For those of you who don’t know me, I’m a member of the founding class of GCY Fellows placed in Guatemala.
Before I began writing this, I had spent most of the day working on a final reflective essay for my freshman seminar class. Its topic is about as wide open as possible: “describe your thoughts about the importance of a university education and experience,” yet I just keep coming back to the importance of my gap year education and experience, which has ultimately impacted me more than I can adequately describe.
What I really want to write in response to the prompt is that I feel that the importance of a university education is to help shape young people on a personal level, help them uncover their passions and prepare them for a future focused on fulfilling those passions, however; I feel that the university is not doing this for me. More than helping me uncover passions it is thrusting upon me the importance of obtaining a degree. And while I have no objections to obtaining a degree—I enjoy learning and take a lot of pride in my work—the truth is that I still don’t know what I want to do with my life. I find myself left with the unanswered question of how to prepare for success when I don’t yet know what I want to succeed in doing.

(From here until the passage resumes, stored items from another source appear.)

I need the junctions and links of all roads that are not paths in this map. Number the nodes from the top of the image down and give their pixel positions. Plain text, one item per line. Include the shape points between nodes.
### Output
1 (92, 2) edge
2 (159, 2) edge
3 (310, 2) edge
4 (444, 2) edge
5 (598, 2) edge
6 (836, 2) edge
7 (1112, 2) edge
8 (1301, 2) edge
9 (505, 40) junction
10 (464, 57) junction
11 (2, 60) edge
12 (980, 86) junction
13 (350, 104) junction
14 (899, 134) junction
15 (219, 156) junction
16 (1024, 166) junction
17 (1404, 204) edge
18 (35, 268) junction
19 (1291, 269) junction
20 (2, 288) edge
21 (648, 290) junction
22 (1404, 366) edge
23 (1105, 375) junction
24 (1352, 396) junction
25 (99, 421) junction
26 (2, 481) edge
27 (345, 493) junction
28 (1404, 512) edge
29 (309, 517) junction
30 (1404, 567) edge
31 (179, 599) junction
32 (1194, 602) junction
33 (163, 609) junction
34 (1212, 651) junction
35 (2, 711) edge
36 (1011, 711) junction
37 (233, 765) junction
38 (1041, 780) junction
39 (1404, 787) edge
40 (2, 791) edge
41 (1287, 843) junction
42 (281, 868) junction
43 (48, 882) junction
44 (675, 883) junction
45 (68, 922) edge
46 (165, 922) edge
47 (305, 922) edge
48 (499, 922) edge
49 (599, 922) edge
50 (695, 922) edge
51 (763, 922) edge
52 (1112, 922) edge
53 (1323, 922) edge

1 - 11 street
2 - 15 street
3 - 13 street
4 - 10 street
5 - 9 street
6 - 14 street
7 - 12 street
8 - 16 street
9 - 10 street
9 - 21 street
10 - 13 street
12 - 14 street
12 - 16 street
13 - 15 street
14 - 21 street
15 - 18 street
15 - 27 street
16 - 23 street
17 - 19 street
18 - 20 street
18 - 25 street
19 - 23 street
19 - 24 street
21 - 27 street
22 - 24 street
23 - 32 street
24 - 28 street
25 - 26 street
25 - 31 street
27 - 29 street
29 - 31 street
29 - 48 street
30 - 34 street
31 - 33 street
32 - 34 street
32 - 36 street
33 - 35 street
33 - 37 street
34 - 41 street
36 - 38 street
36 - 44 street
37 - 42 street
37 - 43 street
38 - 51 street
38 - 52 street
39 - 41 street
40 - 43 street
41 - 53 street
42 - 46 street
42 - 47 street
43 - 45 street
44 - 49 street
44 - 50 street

It is for this reason that I really want to write an essay that argues that students should go to college only after they get a better idea of what they want to obtain their degree in. And it is for this reason that I maintain that despite how scary it may seem to some to step out of the fast-moving but comforting flow of the masses from high school straight on into college, it is the best thing you can do to really learn about yourself.

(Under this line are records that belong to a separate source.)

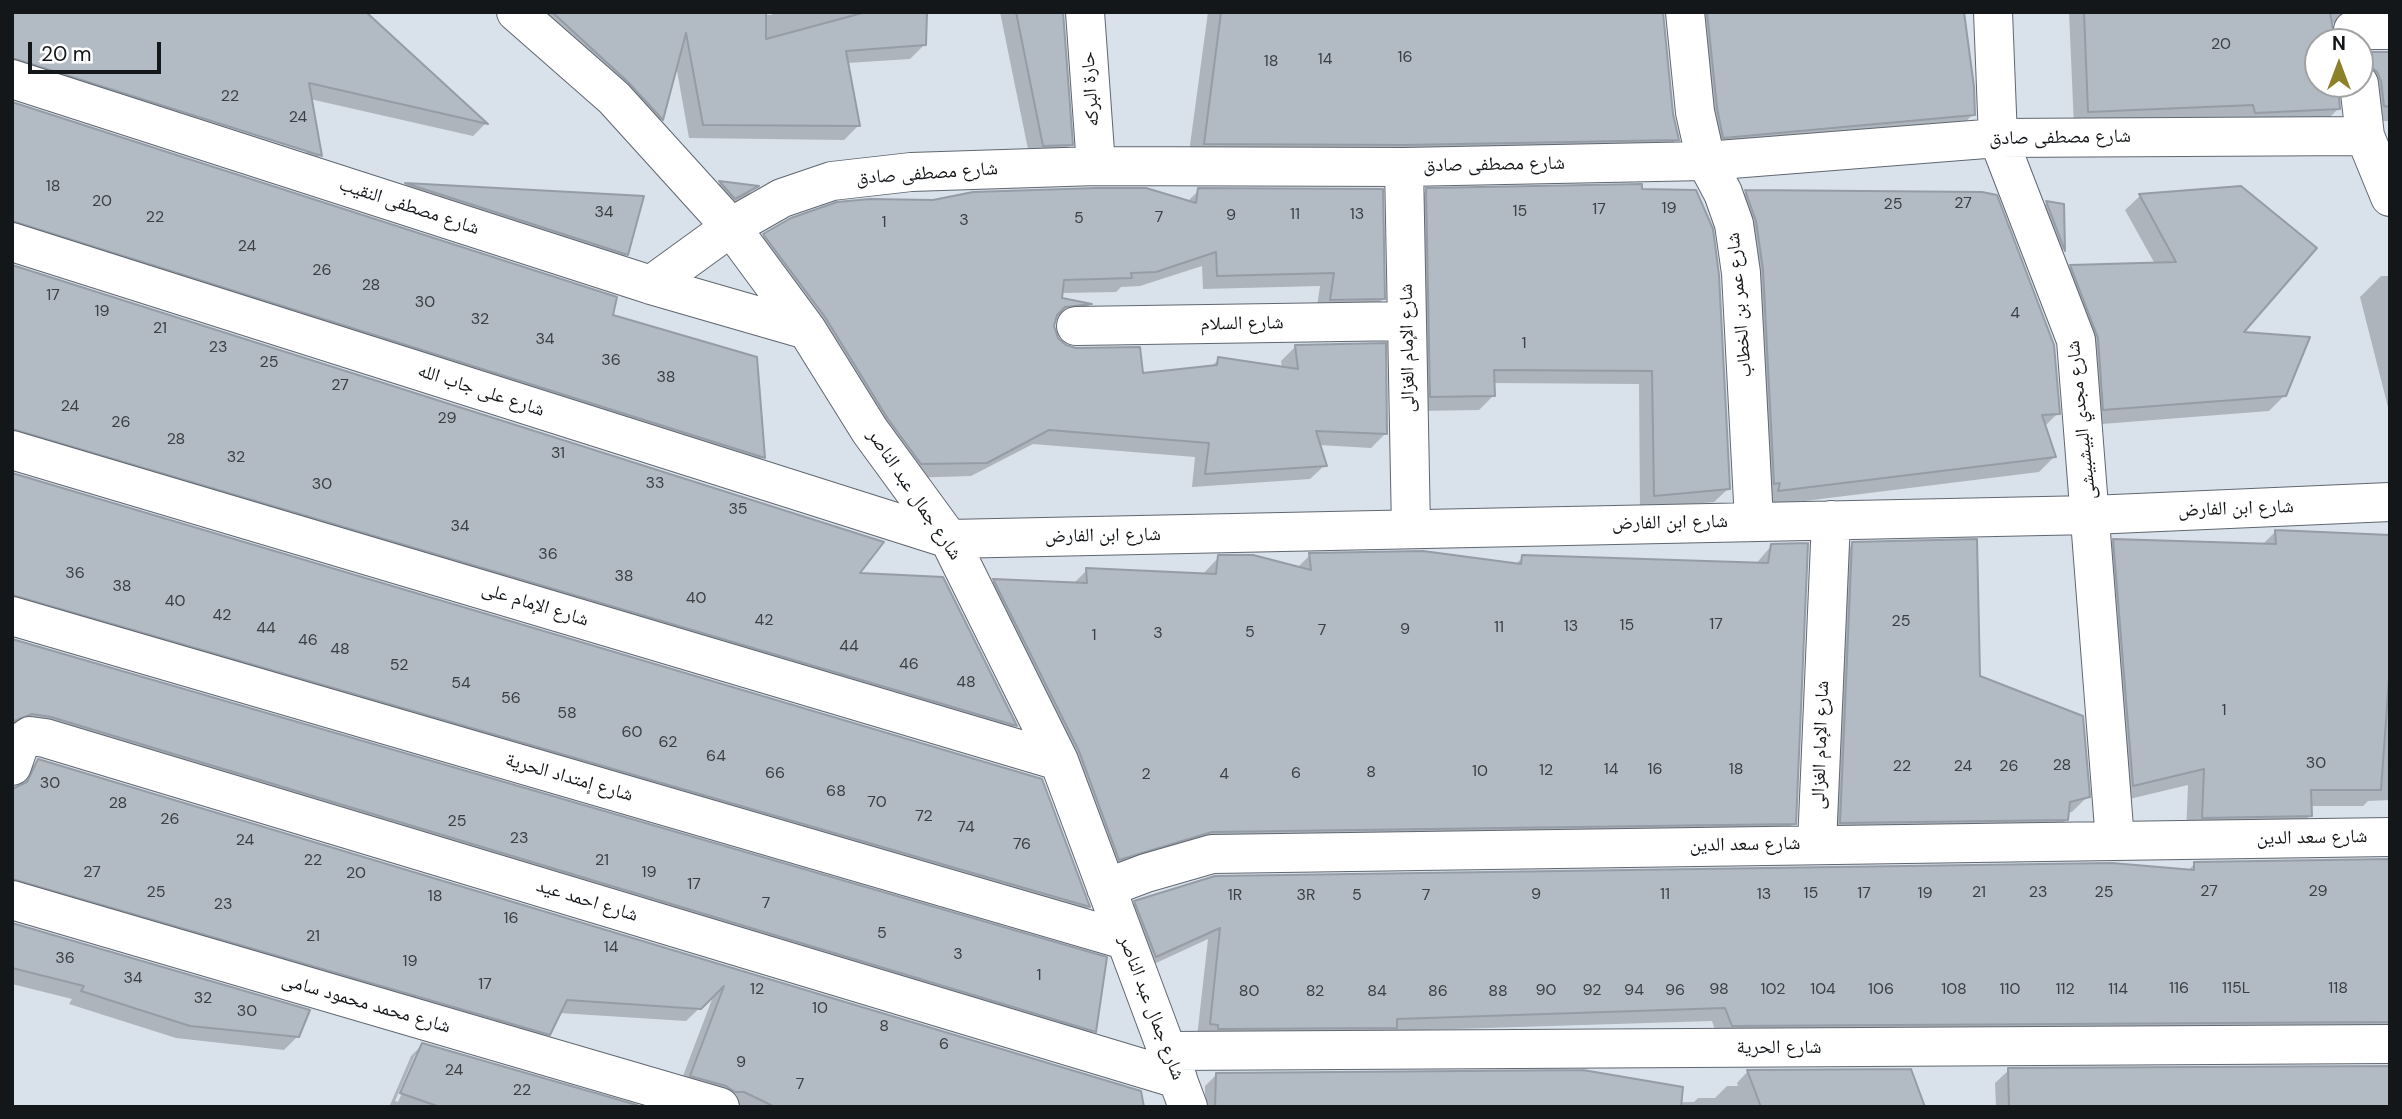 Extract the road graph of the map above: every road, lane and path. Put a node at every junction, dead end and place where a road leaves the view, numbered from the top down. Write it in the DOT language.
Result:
graph roads {
  1 [pos="516,12"];
  2 [pos="1085,12"];
  3 [pos="1685,12"];
  4 [pos="1993,12"];
  5 [pos="12,79"];
  6 [pos="2361,98"];
  7 [pos="2365,136"];
  8 [pos="1998,138"];
  9 [pos="1706,161"];
  10 [pos="1096,166"];
  11 [pos="1404,167"];
  12 [pos="2390,197"];
  13 [pos="731,227"];
  14 [pos="12,242"];
  15 [pos="651,285"];
  16 [pos="1407,321"];
  17 [pos="1076,326"];
  18 [pos="807,330"];
  19 [pos="12,450"];
  20 [pos="2390,502"];
  21 [pos="2091,515"];
  22 [pos="1830,520"];
  23 [pos="1754,522"];
  24 [pos="1411,529"];
  25 [pos="949,539"];
  26 [pos="12,617"];
  27 [pos="1059,761"];
  28 [pos="12,766"];
  29 [pos="2390,837"];
  30 [pos="2115,841"];
  31 [pos="1817,844"];
  32 [pos="1106,888"];
  33 [pos="12,900"];
  34 [pos="1125,940"];
  35 [pos="2390,1044"];
  36 [pos="1178,1079"];
  37 [pos="720,1107"];
  1 -- 13 [label="street, شارع جمال عبد الناصر"];
  2 -- 10 [label="street, حارة البركه"];
  3 -- 9 [label="street, شارع عمر بن الخطاب"];
  4 -- 8 [label="street, شارع مجدي البيشبيشى"];
  5 -- 15 [label="street, شارع مصطفى النقيب"];
  6 -- 7 [label="street"];
  7 -- 8 [label="street, شارع مصطفى صادق"];
  7 -- 12 [label="street"];
  8 -- 9 [label="street, شارع مصطفى صادق"];
  8 -- 21 [label="street, شارع مجدي البيشبيشى"];
  9 -- 11 [label="street, شارع مصطفى صادق"];
  9 -- 23 [label="street, شارع عمر بن الخطاب"];
  10 -- 11 [label="street, شارع مصطفى صادق"];
  10 -- 13 [label="street, شارع مصطفى صادق"];
  11 -- 16 [label="street, شارع الإمام الغزالى"];
  13 -- 15 [label="street, شارع مصطفى صادق"];
  13 -- 18 [label="street, شارع جمال عبد الناصر"];
  14 -- 25 [label="street, شارع على جاب الله"];
  15 -- 18 [label="street, شارع مصطفى النقيب"];
  16 -- 17 [label="street, شارع السلام"];
  16 -- 24 [label="street, شارع الإمام الغزالى"];
  18 -- 25 [label="street, شارع جمال عبد الناصر"];
  19 -- 27 [label="street, شارع الإمام على"];
  20 -- 21 [label="street, شارع ابن الفارض"];
  21 -- 22 [label="street, شارع ابن الفارض"];
  21 -- 30 [label="street, شارع مجدي البيشبيشى"];
  22 -- 23 [label="street, شارع ابن الفارض"];
  22 -- 31 [label="street, شارع الإمام الغزالى"];
  23 -- 24 [label="street, شارع ابن الفارض"];
  24 -- 25 [label="street, شارع ابن الفارض"];
  25 -- 27 [label="street, شارع جمال عبد الناصر"];
  26 -- 34 [label="street, شارع إمتداد الحرية"];
  27 -- 32 [label="street, شارع جمال عبد الناصر"];
  28 -- 36 [label="street, شارع احمد عيد"];
  29 -- 30 [label="street, شارع سعد الدين"];
  30 -- 31 [label="street, شارع سعد الدين"];
  31 -- 32 [label="street, شارع سعد الدين"];
  32 -- 34 [label="street, شارع جمال عبد الناصر"];
  33 -- 37 [label="street, شارع محمد محمود سامى"];
  34 -- 36 [label="street, شارع جمال عبد الناصر"];
  35 -- 36 [label="street, شارع الحرية"];
}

It was in Guatemala where I re-discovered my passion for writing, which is the skill I most want to focus my life around as I move through college and into a career. It was in Guatemala where, although in my day-to-day work with schools I often saw myself fail, I felt the most successful in trying to address global issues. It was through the development of relationships with my Guatemalan host family and co-workers that I felt the most hope, the most respect, and the most love for all of human kind. And today, it is my ongoing relationships with them that keep me from becoming too self-centered or from allowing my focus on school and my future to eclipse a wider concern for the direction in which our world is heading.
The problems of the world today do seem wearyingly and dreadfully complex, immense, and urgent. It is easy to get discouraged, but then, when I receive emails from Yoly & Clara Luz telling me that they miss me and they are thinking of all their criaturas— literally “creatures”, but with an adoring sentiment attached to it—and the time we made them ride on the deadly-looking ferris wheel at the Santo Tomas Fair; or when Ayrton sends me a text message saying he bought a birthday cake for me, his “little sister”; or when Fina and I talk on the phone and she requests pictures of my new boyfriend and gives me encouragement about my new jobs… life feels more manageable.
Really what I have come to reflect on is this: in addition to an indescribably beautiful life experience during my gap year, I also gained a brand new support system that will always be there to cheer me on and re-inspire me as I continue on my path, wherever it may lead.